Glutes, often underrated, are vital components of your anatomy, ideally being your largest and most powerful muscles. They serve to protect your lower back, hip joint, and pelvis while enhancing various movements such as squatting, deadlifting, jumping, and sprinting. Despite their importance, modern lifestyles often leave glutes underdeveloped, resulting in issues like flabbiness, weakness and compensation in adjacent areas. Weak glutes can lead to imbalances and overload in other muscle groups, increasing the risk of injury and reducing overall athletic performance. However, prioritizing glute strength can mitigate these risks, improve core function, and boost power and athleticism. We’ll explore the significance of strong glutes and provide effective strategies and exercises to sculpt rock-solid glutes that not only look impressive but also function optimally.
In movement, the gluteal contribution increases as the movement moves especially into hip hyperextension. You engage the glutes when lifting, jumping, walking, running, squatting, lunging, changing direction quickly, throwing, or decelerating in rotational movement. Weak glutes lead to increased loads on the lower back and hamstrings.
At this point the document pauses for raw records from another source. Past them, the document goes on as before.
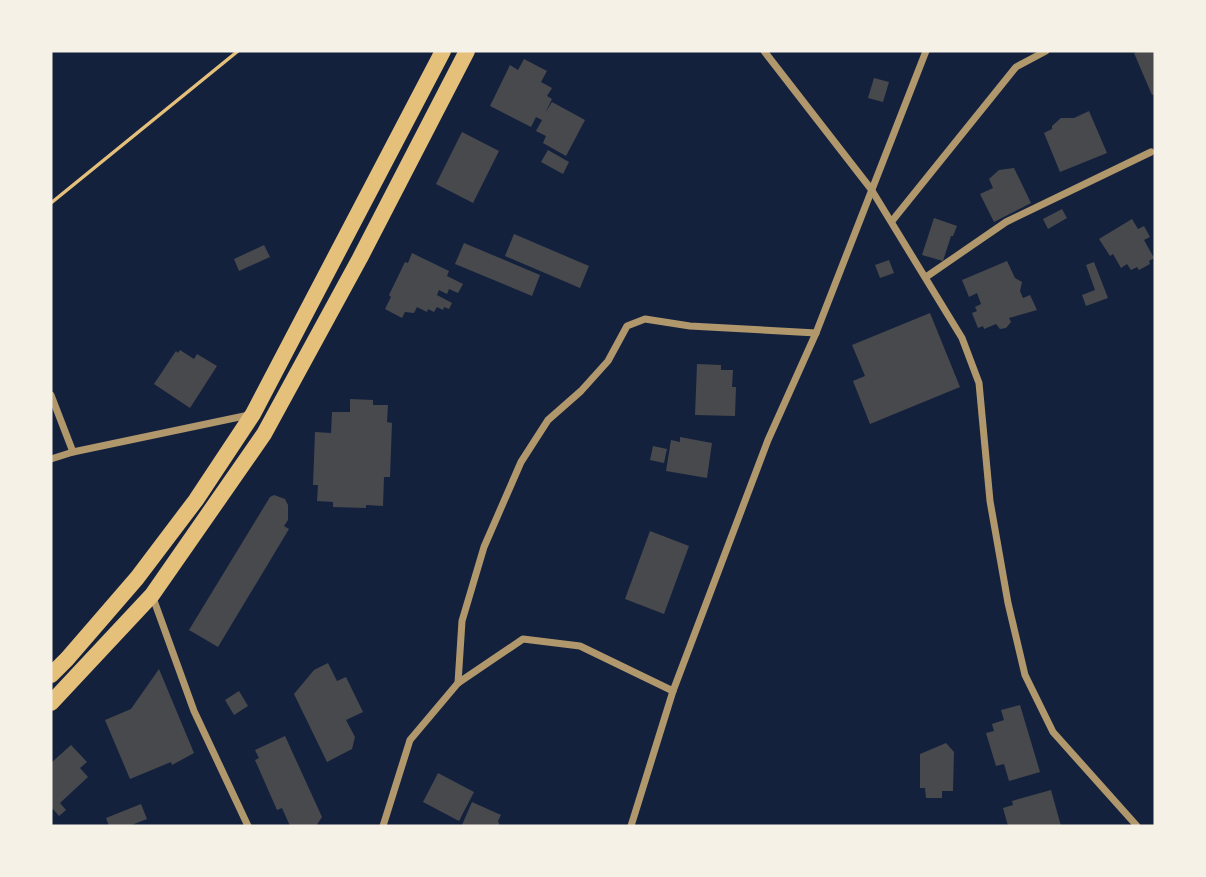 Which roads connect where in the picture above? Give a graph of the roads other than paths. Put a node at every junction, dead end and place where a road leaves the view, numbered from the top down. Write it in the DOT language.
graph roads {
  1 [pos="443,51"];
  2 [pos="467,51"];
  3 [pos="764,51"];
  4 [pos="926,51"];
  5 [pos="1046,51"];
  6 [pos="1151,152"];
  7 [pos="871,189"];
  8 [pos="892,221"];
  9 [pos="926,278"];
  10 [pos="817,333"];
  11 [pos="51,395"];
  12 [pos="253,414"];
  13 [pos="74,452"];
  14 [pos="51,459"];
  15 [pos="152,595"];
  16 [pos="51,675"];
  17 [pos="458,683"];
  18 [pos="673,691"];
  19 [pos="51,703"];
  20 [pos="248,826"];
  21 [pos="383,826"];
  22 [pos="631,826"];
  23 [pos="1137,826"];
  1 -- 12 [label="highway"];
  2 -- 15 [label="highway"];
  3 -- 7 [label="street"];
  4 -- 7 [label="street"];
  5 -- 8 [label="street"];
  6 -- 9 [label="street"];
  7 -- 8 [label="street"];
  7 -- 10 [label="street"];
  8 -- 9 [label="street"];
  9 -- 23 [label="street"];
  10 -- 17 [label="street"];
  10 -- 18 [label="street"];
  11 -- 13 [label="street"];
  12 -- 13 [label="street"];
  12 -- 16 [label="highway"];
  13 -- 14 [label="street"];
  15 -- 19 [label="highway"];
  15 -- 20 [label="street"];
  17 -- 18 [label="street"];
  17 -- 21 [label="street"];
  18 -- 22 [label="street"];
}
Lower back pain is a common musculoskeletal issue that can be effectively addressed with glute, hamstring, and abdominal strengthening, particularly if it’s strength-related.
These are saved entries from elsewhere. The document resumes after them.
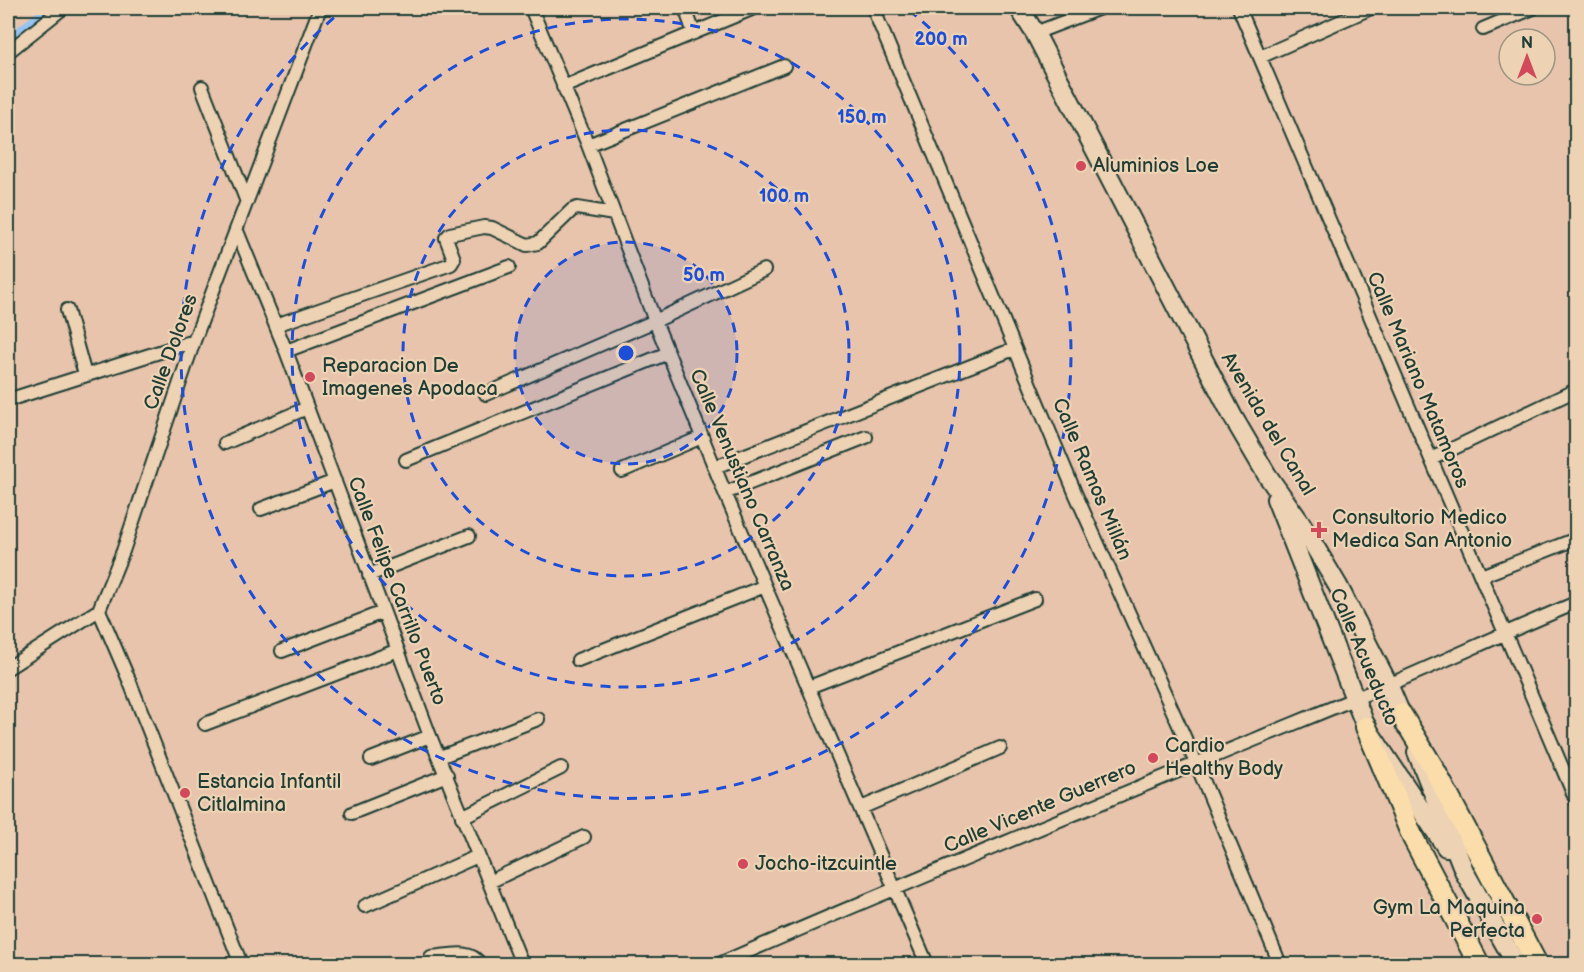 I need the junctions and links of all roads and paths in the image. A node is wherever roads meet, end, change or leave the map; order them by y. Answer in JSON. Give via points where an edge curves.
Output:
{"nodes":[{"id":1,"x":63,"y":8,"type":"edge"},
{"id":2,"x":320,"y":8,"type":"edge"},
{"id":3,"x":531,"y":8,"type":"edge"},
{"id":4,"x":685,"y":8,"type":"edge"},
{"id":5,"x":754,"y":8,"type":"edge"},
{"id":6,"x":873,"y":8,"type":"edge"},
{"id":7,"x":1019,"y":8,"type":"edge"},
{"id":8,"x":1100,"y":8,"type":"edge"},
{"id":9,"x":1239,"y":8,"type":"edge"},
{"id":10,"x":1371,"y":8,"type":"edge"},
{"id":11,"x":1533,"y":8,"type":"edge"},
{"id":12,"x":1483,"y":29,"type":"dead end"},
{"id":13,"x":694,"y":33,"type":"junction"},
{"id":14,"x":1035,"y":33,"type":"junction"},
{"id":15,"x":8,"y":51,"type":"edge"},
{"id":16,"x":1260,"y":57,"type":"junction"},
{"id":17,"x":784,"y":66,"type":"dead end"},
{"id":18,"x":201,"y":87,"type":"dead end"},
{"id":19,"x":563,"y":87,"type":"junction"},
{"id":20,"x":588,"y":146,"type":"junction"},
{"id":21,"x":247,"y":202,"type":"junction"},
{"id":22,"x":614,"y":214,"type":"junction"},
{"id":23,"x":237,"y":231,"type":"junction"},
{"id":24,"x":509,"y":267,"type":"dead end"},
{"id":25,"x":764,"y":270,"type":"dead end"},
{"id":26,"x":67,"y":310,"type":"dead end"},
{"id":27,"x":655,"y":321,"type":"junction"},
{"id":28,"x":276,"y":325,"type":"junction"},
{"id":29,"x":194,"y":341,"type":"junction"},
{"id":30,"x":1014,"y":350,"type":"junction"},
{"id":31,"x":286,"y":351,"type":"junction"},
{"id":32,"x":668,"y":353,"type":"junction"},
{"id":33,"x":85,"y":375,"type":"junction"},
{"id":34,"x":1576,"y":390,"type":"edge"},
{"id":35,"x":486,"y":394,"type":"dead end"},
{"id":36,"x":8,"y":400,"type":"edge"},
{"id":37,"x":307,"y":408,"type":"junction"},
{"id":38,"x":702,"y":437,"type":"junction"},
{"id":39,"x":866,"y":437,"type":"dead end"},
{"id":40,"x":225,"y":443,"type":"dead end"},
{"id":41,"x":1431,"y":459,"type":"junction"},
{"id":42,"x":406,"y":460,"type":"dead end"},
{"id":43,"x":715,"y":467,"type":"junction"},
{"id":44,"x":622,"y":471,"type":"dead end"},
{"id":45,"x":1267,"y":475,"type":"junction"},
{"id":46,"x":334,"y":481,"type":"junction"},
{"id":47,"x":725,"y":493,"type":"junction"},
{"id":48,"x":261,"y":509,"type":"dead end"},
{"id":49,"x":470,"y":536,"type":"dead end"},
{"id":50,"x":1576,"y":539,"type":"edge"},
{"id":51,"x":369,"y":575,"type":"junction"},
{"id":52,"x":1481,"y":576,"type":"junction"},
{"id":53,"x":765,"y":586,"type":"junction"},
{"id":54,"x":1035,"y":599,"type":"dead end"},
{"id":55,"x":1576,"y":603,"type":"edge"},
{"id":56,"x":99,"y":610,"type":"junction"},
{"id":57,"x":383,"y":612,"type":"junction"},
{"id":58,"x":1505,"y":632,"type":"junction"},
{"id":59,"x":398,"y":650,"type":"junction"},
{"id":60,"x":282,"y":651,"type":"dead end"},
{"id":61,"x":578,"y":660,"type":"dead end"},
{"id":62,"x":8,"y":668,"type":"edge"},
{"id":63,"x":1388,"y":684,"type":"junction"},
{"id":64,"x":809,"y":687,"type":"junction"},
{"id":65,"x":1354,"y":698,"type":"junction"},
{"id":66,"x":1401,"y":714,"type":"junction"},
{"id":67,"x":538,"y":719,"type":"dead end"},
{"id":68,"x":205,"y":724,"type":"dead end"},
{"id":69,"x":1366,"y":728,"type":"junction"},
{"id":70,"x":430,"y":736,"type":"junction"},
{"id":71,"x":1000,"y":748,"type":"dead end"},
{"id":72,"x":440,"y":757,"type":"junction"},
{"id":73,"x":371,"y":759,"type":"dead end"},
{"id":74,"x":1196,"y":763,"type":"junction"},
{"id":75,"x":561,"y":768,"type":"dead end"},
{"id":76,"x":447,"y":775,"type":"junction"},
{"id":77,"x":1576,"y":800,"type":"edge"},
{"id":78,"x":861,"y":808,"type":"junction"},
{"id":79,"x":352,"y":813,"type":"dead end"},
{"id":80,"x":462,"y":817,"type":"junction"},
{"id":81,"x":584,"y":837,"type":"dead end"},
{"id":82,"x":478,"y":856,"type":"junction"},
{"id":83,"x":1467,"y":875,"type":"junction"},
{"id":84,"x":489,"y":882,"type":"junction"},
{"id":85,"x":896,"y":889,"type":"junction"},
{"id":86,"x":365,"y":906,"type":"dead end"},
{"id":87,"x":431,"y":957,"type":"dead end"},
{"id":88,"x":241,"y":964,"type":"edge"},
{"id":89,"x":480,"y":964,"type":"edge"},
{"id":90,"x":522,"y":964,"type":"edge"},
{"id":91,"x":719,"y":964,"type":"edge"},
{"id":92,"x":927,"y":964,"type":"edge"},
{"id":93,"x":1280,"y":964,"type":"edge"},
{"id":94,"x":1479,"y":964,"type":"edge"},
{"id":95,"x":1516,"y":964,"type":"edge"},
{"id":96,"x":1537,"y":964,"type":"edge"}],
"edges":[{"from":1,"to":15,"type":"street"},
{"from":2,"to":21,"type":"street","name":"Calle Dolores"},
{"from":3,"to":19,"type":"street","name":"Calle Venustiano Carranza"},
{"from":4,"to":13,"type":"street"},
{"from":5,"to":13,"type":"street"},
{"from":6,"to":30,"type":"street","name":"Calle Ramos Millán"},
{"from":7,"to":14,"type":"main road","name":"Avenida del Canal"},
{"from":8,"to":14,"type":"street"},
{"from":9,"to":16,"type":"street","name":"Calle Mariano Matamoros"},
{"from":10,"to":16,"type":"street"},
{"from":11,"to":12,"type":"street"},
{"from":13,"to":19,"type":"street"},
{"from":14,"to":45,"type":"main road","name":"Avenida del Canal","via":[[1233,417]]},
{"from":16,"to":41,"type":"street","name":"Calle Mariano Matamoros"},
{"from":17,"to":20,"type":"street"},
{"from":18,"to":21,"type":"street"},
{"from":19,"to":20,"type":"street","name":"Calle Venustiano Carranza"},
{"from":20,"to":22,"type":"street","name":"Calle Venustiano Carranza"},
{"from":21,"to":23,"type":"street","name":"Calle Dolores"},
{"from":22,"to":27,"type":"street","name":"Calle Venustiano Carranza"},
{"from":22,"to":28,"type":"street","via":[[572,210],[532,245],[492,228],[450,234],[446,238],[454,259],[451,264]]},
{"from":23,"to":28,"type":"street","name":"Calle Felipe Carrillo Puerto"},
{"from":23,"to":29,"type":"street","name":"Calle Dolores"},
{"from":24,"to":31,"type":"street"},
{"from":25,"to":27,"type":"street"},
{"from":26,"to":33,"type":"street"},
{"from":27,"to":32,"type":"street","name":"Calle Venustiano Carranza"},
{"from":27,"to":35,"type":"street"},
{"from":28,"to":31,"type":"street","name":"Calle Felipe Carrillo Puerto"},
{"from":29,"to":33,"type":"street"},
{"from":29,"to":56,"type":"street","name":"Calle Dolores"},
{"from":30,"to":43,"type":"street"},
{"from":30,"to":74,"type":"street","name":"Calle Ramos Millán"},
{"from":31,"to":37,"type":"street","name":"Calle Felipe Carrillo Puerto"},
{"from":32,"to":38,"type":"street","name":"Calle Venustiano Carranza"},
{"from":32,"to":42,"type":"street"},
{"from":33,"to":36,"type":"street"},
{"from":34,"to":41,"type":"street"},
{"from":37,"to":40,"type":"street"},
{"from":37,"to":46,"type":"street","name":"Calle Felipe Carrillo Puerto"},
{"from":38,"to":43,"type":"street","name":"Calle Venustiano Carranza"},
{"from":38,"to":44,"type":"street"},
{"from":39,"to":47,"type":"street"},
{"from":41,"to":52,"type":"street","name":"Calle Mariano Matamoros"},
{"from":43,"to":47,"type":"street","name":"Calle Venustiano Carranza"},
{"from":45,"to":63,"type":"main road","name":"Avenida del Canal","via":[[1338,586]]},
{"from":45,"to":65,"type":"main road","name":"Calle Acueducto"},
{"from":46,"to":48,"type":"street"},
{"from":46,"to":51,"type":"street","name":"Calle Felipe Carrillo Puerto"},
{"from":47,"to":53,"type":"street","name":"Calle Venustiano Carranza"},
{"from":49,"to":51,"type":"street"},
{"from":50,"to":52,"type":"street"},
{"from":51,"to":57,"type":"street","name":"Calle Felipe Carrillo Puerto"},
{"from":52,"to":58,"type":"street","name":"Calle Mariano Matamoros"},
{"from":53,"to":61,"type":"street"},
{"from":53,"to":64,"type":"street","name":"Calle Venustiano Carranza"},
{"from":54,"to":64,"type":"street"},
{"from":55,"to":58,"type":"street","name":"Calle Vicente Guerrero"},
{"from":56,"to":62,"type":"street"},
{"from":56,"to":88,"type":"street"},
{"from":57,"to":59,"type":"street","name":"Calle Felipe Carrillo Puerto"},
{"from":57,"to":60,"type":"street"},
{"from":58,"to":63,"type":"street","name":"Calle Vicente Guerrero"},
{"from":58,"to":77,"type":"street","name":"Calle Mariano Matamoros"},
{"from":59,"to":68,"type":"street"},
{"from":59,"to":70,"type":"street","name":"Calle Felipe Carrillo Puerto"},
{"from":63,"to":65,"type":"street","name":"Calle Vicente Guerrero"},
{"from":63,"to":66,"type":"main road","name":"Avenida del Canal"},
{"from":64,"to":78,"type":"street","name":"Calle Venustiano Carranza"},
{"from":65,"to":69,"type":"main road","name":"Calle Acueducto"},
{"from":65,"to":74,"type":"street","name":"Calle Vicente Guerrero"},
{"from":66,"to":83,"type":"main road","name":"Avenida del Canal"},
{"from":66,"to":96,"type":"main road"},
{"from":67,"to":72,"type":"street"},
{"from":69,"to":83,"type":"main road","name":"Calle Acueducto"},
{"from":69,"to":94,"type":"main road","via":[[1413,838]]},
{"from":70,"to":72,"type":"street","name":"Calle Felipe Carrillo Puerto"},
{"from":70,"to":73,"type":"street"},
{"from":71,"to":78,"type":"street"},
{"from":72,"to":76,"type":"street","name":"Calle Felipe Carrillo Puerto"},
{"from":74,"to":85,"type":"street","name":"Calle Vicente Guerrero"},
{"from":74,"to":93,"type":"street","name":"Calle Ramos Millán"},
{"from":75,"to":80,"type":"street"},
{"from":76,"to":79,"type":"street"},
{"from":76,"to":80,"type":"street","name":"Calle Felipe Carrillo Puerto"},
{"from":78,"to":85,"type":"street","name":"Calle Venustiano Carranza"},
{"from":80,"to":82,"type":"street","name":"Calle Felipe Carrillo Puerto"},
{"from":81,"to":84,"type":"street"},
{"from":82,"to":84,"type":"street","name":"Calle Felipe Carrillo Puerto"},
{"from":82,"to":86,"type":"street"},
{"from":83,"to":95,"type":"main road","name":"Avenida del Canal"},
{"from":84,"to":90,"type":"street","name":"Calle Felipe Carrillo Puerto"},
{"from":85,"to":91,"type":"street","name":"Calle Vicente Guerrero"},
{"from":85,"to":92,"type":"street","name":"Calle Venustiano Carranza"},
{"from":87,"to":89,"type":"street","via":[[467,954]]}]}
Sleeping Pills for the Glutes
- Pain, such as back pain.
- Sitting.. and we do a lot of it.
- Not being active enough, and when we are, we adopt poor movement patterns.
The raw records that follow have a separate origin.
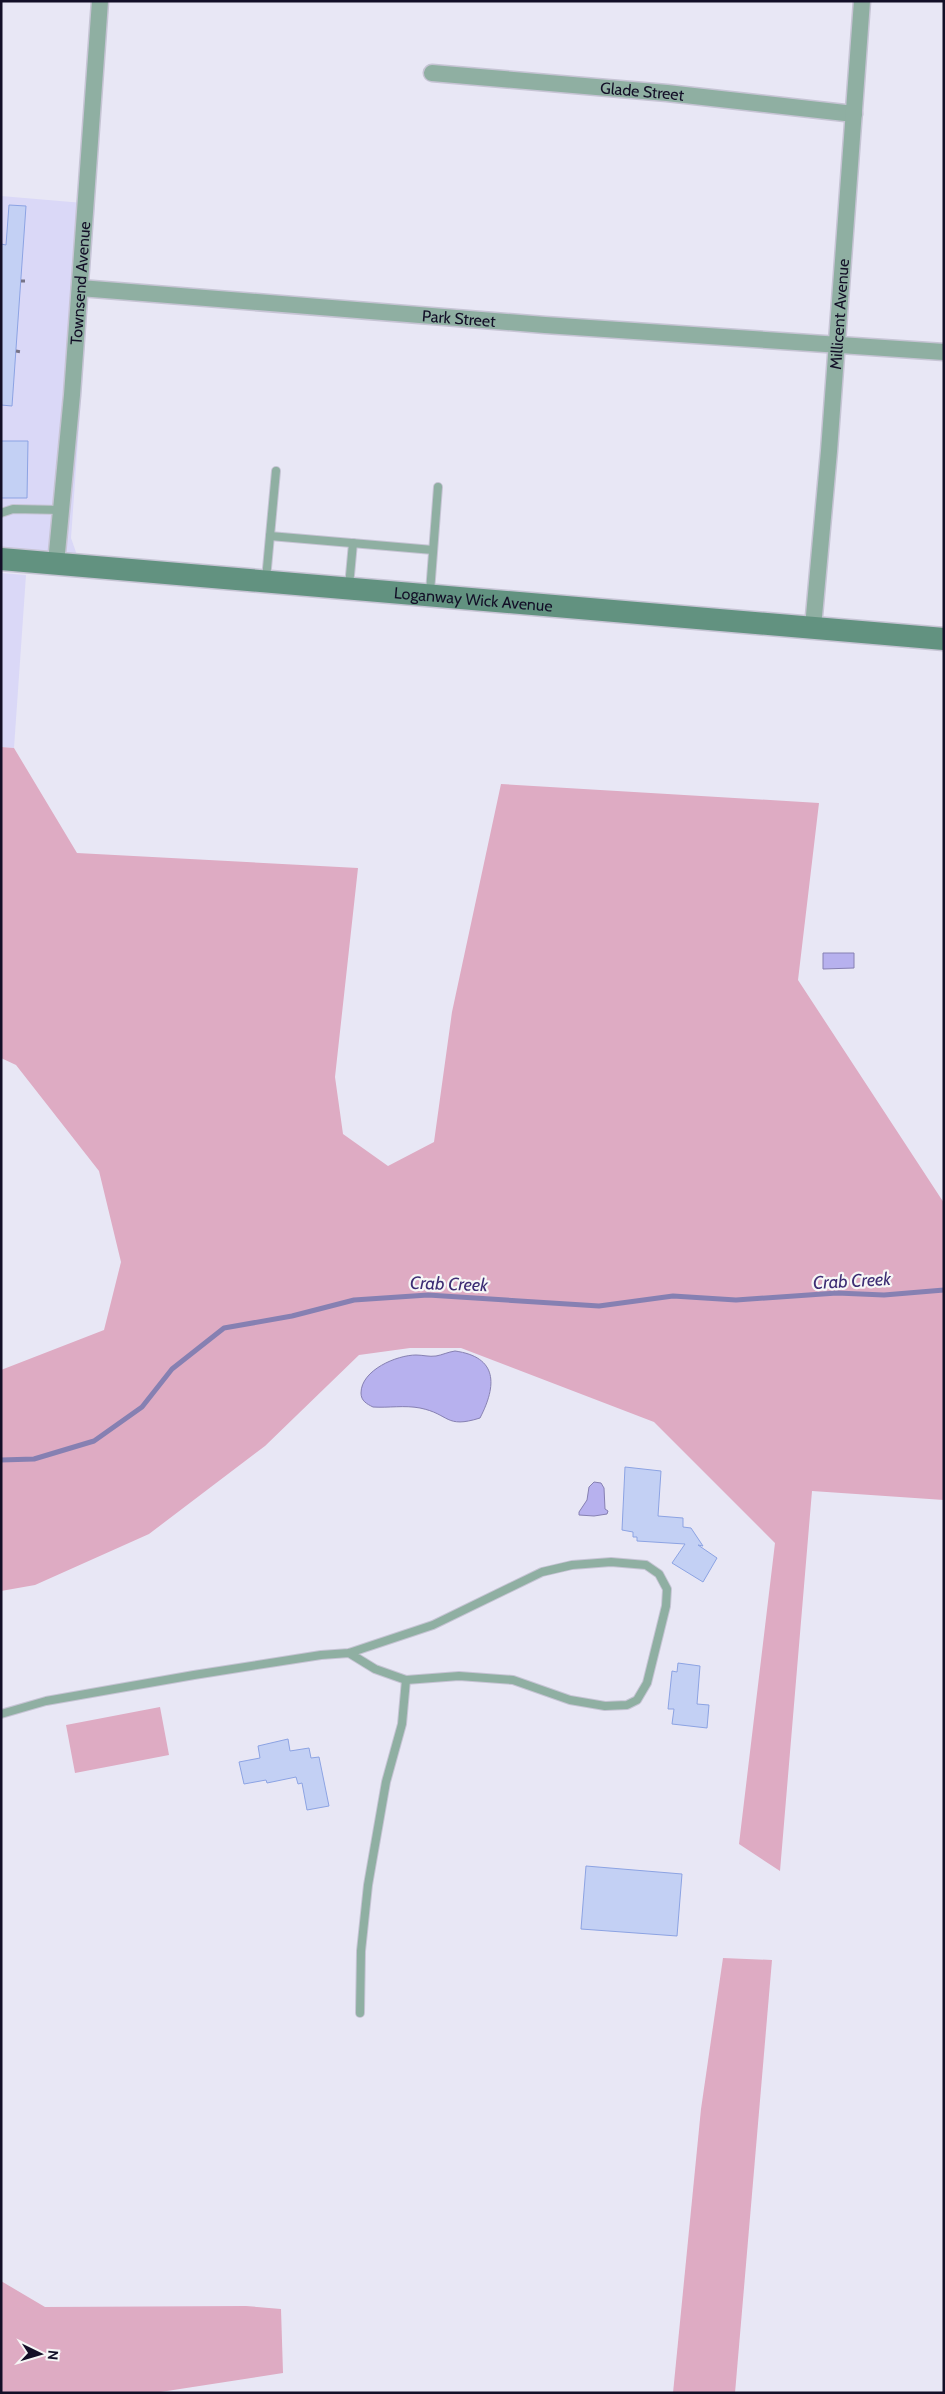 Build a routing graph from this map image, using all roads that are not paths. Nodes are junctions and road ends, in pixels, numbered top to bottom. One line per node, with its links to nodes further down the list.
1 (100, 1): 5 (street, Townsend Avenue)
2 (862, 1): 4 (street, Millicent Avenue)
3 (432, 73): 4 (street, Glade Street)
4 (854, 114): 6 (street, Millicent Avenue)
5 (80, 288): 6 (street, Park Street); 10 (street, Townsend Avenue)
6 (837, 345): 7 (street, Park Street); 20 (street, Millicent Avenue)
7 (944, 352)
8 (276, 471): 12 (lane)
9 (438, 487): 14 (lane)
10 (62, 510): 11 (lane); 16 (street, Townsend Avenue)
11 (1, 513)
12 (270, 536): 13 (lane); 17 (lane)
13 (353, 543): 14 (lane); 18 (lane)
14 (433, 550): 19 (lane)
15 (1, 559): 16 (street, Loganway Wick Avenue)
16 (56, 563): 17 (street, Loganway Wick Avenue)
17 (266, 581): 18 (street, Loganway Wick Avenue)
18 (348, 588): 19 (street, Loganway Wick Avenue)
19 (430, 595): 20 (street, Loganway Wick Avenue)
20 (813, 627): 21 (street, Loganway Wick Avenue)
21 (944, 639)
22 (349, 1653): 23 (lane); 23 (lane); 24 (lane)
23 (406, 1680): 25 (lane)
24 (1, 1714)
25 (360, 2013)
- Muscle imbalances and reciprocal inhibition, such as tight hip flexors.
Here are a few ways that I prefer to train my glutes. Some of these are fairly advanced and specific to athletic movements. If you’re new to strength training, find a fitness professional to teach you correct form and learn regressed versions of these exercises before you jump straight into it. You can also check out my full exercise library with exercises for every ability level at michelledrielsma.com
Glute Strength and Conditioning
1. Barbell Hip Thrusts
Position your back on a bench, rolling a padded barbell back into your hip crease. Extend the hips up to about 10 degrees hip hyperextension, avoiding hyperextension of the lower back or anterior tilt of your pelvis. You should feel this primarily in your glutes, not your lower back. Control the weight up instead of using momentum to swing a weight up which may be too heavy. It is key to maintain a posterior pelvic tilt at the top of the lift.
2. Barbell Glute Bridge
Perform the same movement as described above, but position your back and feet on the ground. Extend the weight up from the hips while ensuring you securely hold the barbell to prevent it from rolling back onto your face.
3. Single Leg Hip Thrust
Perform the exercise with your back on a bench and the working leg on the floor, or alternatively, with the working leg on another bench to increase the range of motion. Aim to maintain a level pelvis and extend to about 10 degrees of hyperextension, as described earlier.
4. Skater to Curtsy Squat
Squat on one leg with your opposite leg moving out to the side (skater), then to the back, and finally crossed behind your body (curtsy). While the video below is shown in double time, perform this exercise at half the speed for optimal results. Aim for 5 reps per side per set.
5. High Step Up
Find a step that is elevated above knee height. Focus on explosive power, lifting your body up as quickly as possible. Tap the ground between each rep and immediately lift yourself back up. If doing 10 reps feels easy, consider increasing the step height or adding weight such as a dumbbell or weight vest.
6. Low Box Squat
When squatting, focus on sitting back, not just down, to maximize the stretch on the squatting muscles. Lower yourself, relax, then contract dynamically by forcefully pushing your hips forward and flexing your glutes to stand up again. With box squats, allowing your shins to go past perpendicular to the floor places stress on major squatting muscles like the hips, glutes, lower back, and hamstrings.
7. Nomad Glute Burner
Perform this routine anywhere using only a chair, bench, sofa, bed, or table. Start with 20-30 single-leg hip extensions (foot elevated), then do 10 hip external and internal rotations. Maintaining a posterior pelvic tilt is key. This is guaranteed to make you feel the burn.
In conclusion, prioritizing the strength and conditioning of your glutes is crucial for optimizing athletic performance, reducing the risk of injury, and achieving overall functional fitness. By incorporating the exercises and strategies outlined in this guide, you can effectively target and develop your glute muscles, leading to improved stability, power, and mobility. Rotate these exercises and don’t just stick to your favourites. Remember that consistency and proper form are key to seeing results, so make sure to grab a coach to ensure you are moving well or contact me. Whether you’re an athlete looking to enhance your performance or simply striving for better overall health and fitness, strong and functional glutes are essential. So, commit to the journey of building rock-solid glutes and reap the numerous benefits they offer in terms of strength, performance, and aesthetics.